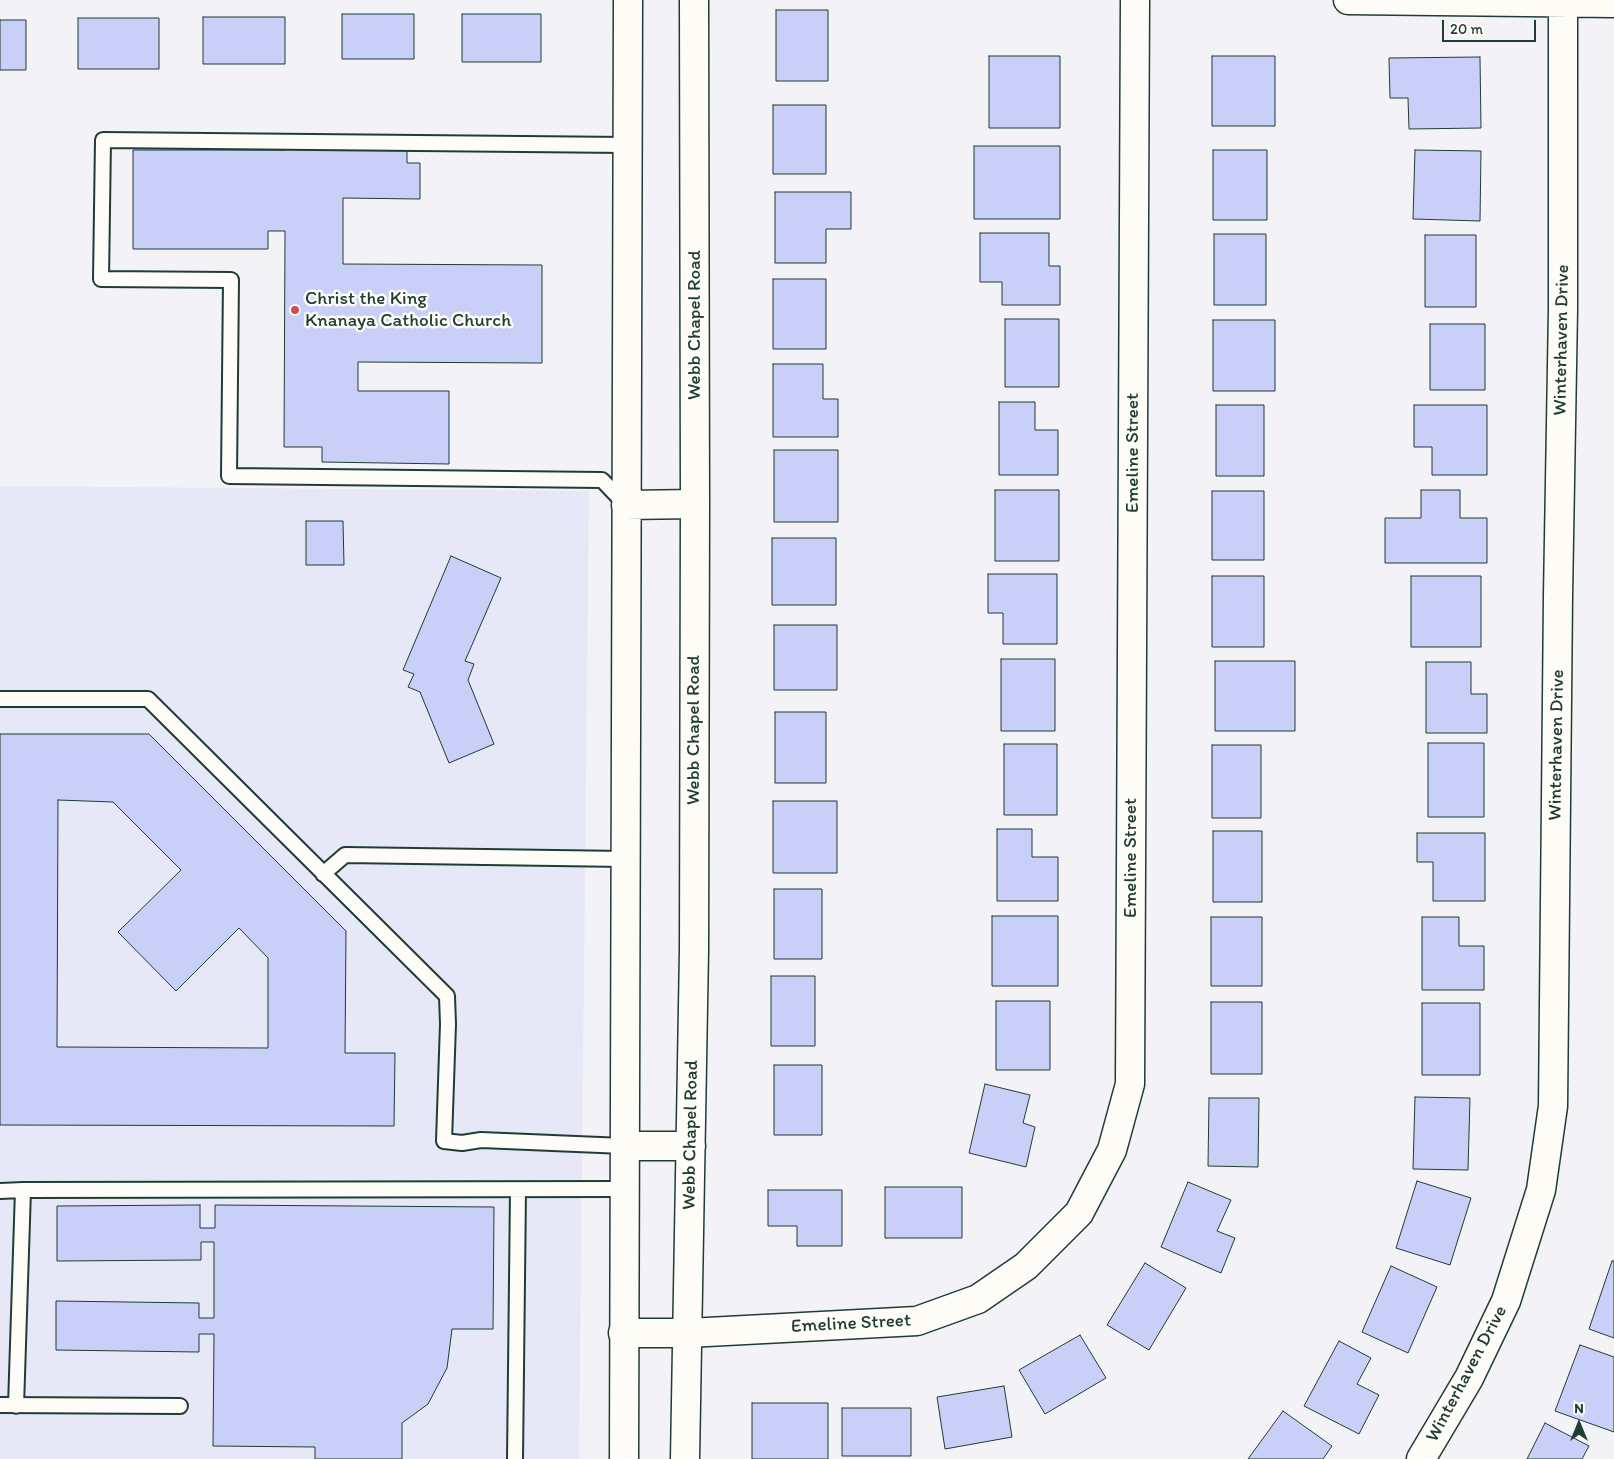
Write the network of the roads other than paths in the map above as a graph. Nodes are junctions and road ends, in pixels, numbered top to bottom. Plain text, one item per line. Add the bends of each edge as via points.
1 (628, 0) edge
2 (694, 0) edge
3 (1135, 0) edge
4 (1348, 0) edge
5 (1563, 3) junction
6 (1614, 3) edge
7 (627, 145) junction
8 (695, 504) junction
9 (626, 505) junction
10 (0, 699) edge
11 (625, 859) junction
12 (323, 874) junction
13 (624, 1146) junction
14 (690, 1146) junction
15 (624, 1189) junction
16 (23, 1190) junction
17 (518, 1190) junction
18 (0, 1192) edge
19 (624, 1333) junction
20 (688, 1333) junction
21 (0, 1405) edge
22 (16, 1406) junction
23 (180, 1406) dead end
24 (515, 1459) edge
25 (624, 1459) edge
26 (686, 1459) edge
27 (1421, 1459) edge

1 - 7 street
2 - 8 street, Webb Chapel Road
3 - 20 street, Emeline Street via 1130,1084 1112,1150 1079,1213 1026,1266 978,1299 917,1321
4 - 5 street
5 - 6 street
5 - 27 street, Winterhaven Drive via 1563,309 1553,1106 1541,1190 1506,1301 1469,1378
7 - 9 street
7 - 9 lane via 103,140 101,279 232,280 229,476 602,480
8 - 9 street
8 - 14 street, Webb Chapel Road
9 - 11 street
10 - 12 lane via 148,699
11 - 12 lane via 345,855
11 - 13 street
12 - 13 lane via 447,996 444,1141
13 - 14 street
13 - 15 street
14 - 20 street, Webb Chapel Road
15 - 17 lane
15 - 19 street
16 - 17 lane
16 - 18 lane
16 - 22 lane
17 - 24 lane
19 - 20 street, Emeline Street
19 - 25 street
20 - 26 street, Webb Chapel Road
21 - 22 lane
22 - 23 lane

=======

- Task details -
Keep the pictures out and transcribe the listing exactly.

- Solution for this problem -
Write the network of the roads other than paths in the map above as a graph. Nodes are junctions and road ends, in pixels, numbered top to bottom. Plain text, one item per line. Add the bends of each edge as via points.
1 (628, 0) edge
2 (694, 0) edge
3 (1135, 0) edge
4 (1348, 0) edge
5 (1563, 3) junction
6 (1614, 3) edge
7 (627, 145) junction
8 (695, 504) junction
9 (626, 505) junction
10 (0, 699) edge
11 (625, 859) junction
12 (323, 874) junction
13 (624, 1146) junction
14 (690, 1146) junction
15 (624, 1189) junction
16 (23, 1190) junction
17 (518, 1190) junction
18 (0, 1192) edge
19 (624, 1333) junction
20 (688, 1333) junction
21 (0, 1405) edge
22 (16, 1406) junction
23 (180, 1406) dead end
24 (515, 1459) edge
25 (624, 1459) edge
26 (686, 1459) edge
27 (1421, 1459) edge

1 - 7 street
2 - 8 street, Webb Chapel Road
3 - 20 street, Emeline Street via 1130,1084 1112,1150 1079,1213 1026,1266 978,1299 917,1321
4 - 5 street
5 - 6 street
5 - 27 street, Winterhaven Drive via 1563,309 1553,1106 1541,1190 1506,1301 1469,1378
7 - 9 street
7 - 9 lane via 103,140 101,279 232,280 229,476 602,480
8 - 9 street
8 - 14 street, Webb Chapel Road
9 - 11 street
10 - 12 lane via 148,699
11 - 12 lane via 345,855
11 - 13 street
12 - 13 lane via 447,996 444,1141
13 - 14 street
13 - 15 street
14 - 20 street, Webb Chapel Road
15 - 17 lane
15 - 19 street
16 - 17 lane
16 - 18 lane
16 - 22 lane
17 - 24 lane
19 - 20 street, Emeline Street
19 - 25 street
20 - 26 street, Webb Chapel Road
21 - 22 lane
22 - 23 lane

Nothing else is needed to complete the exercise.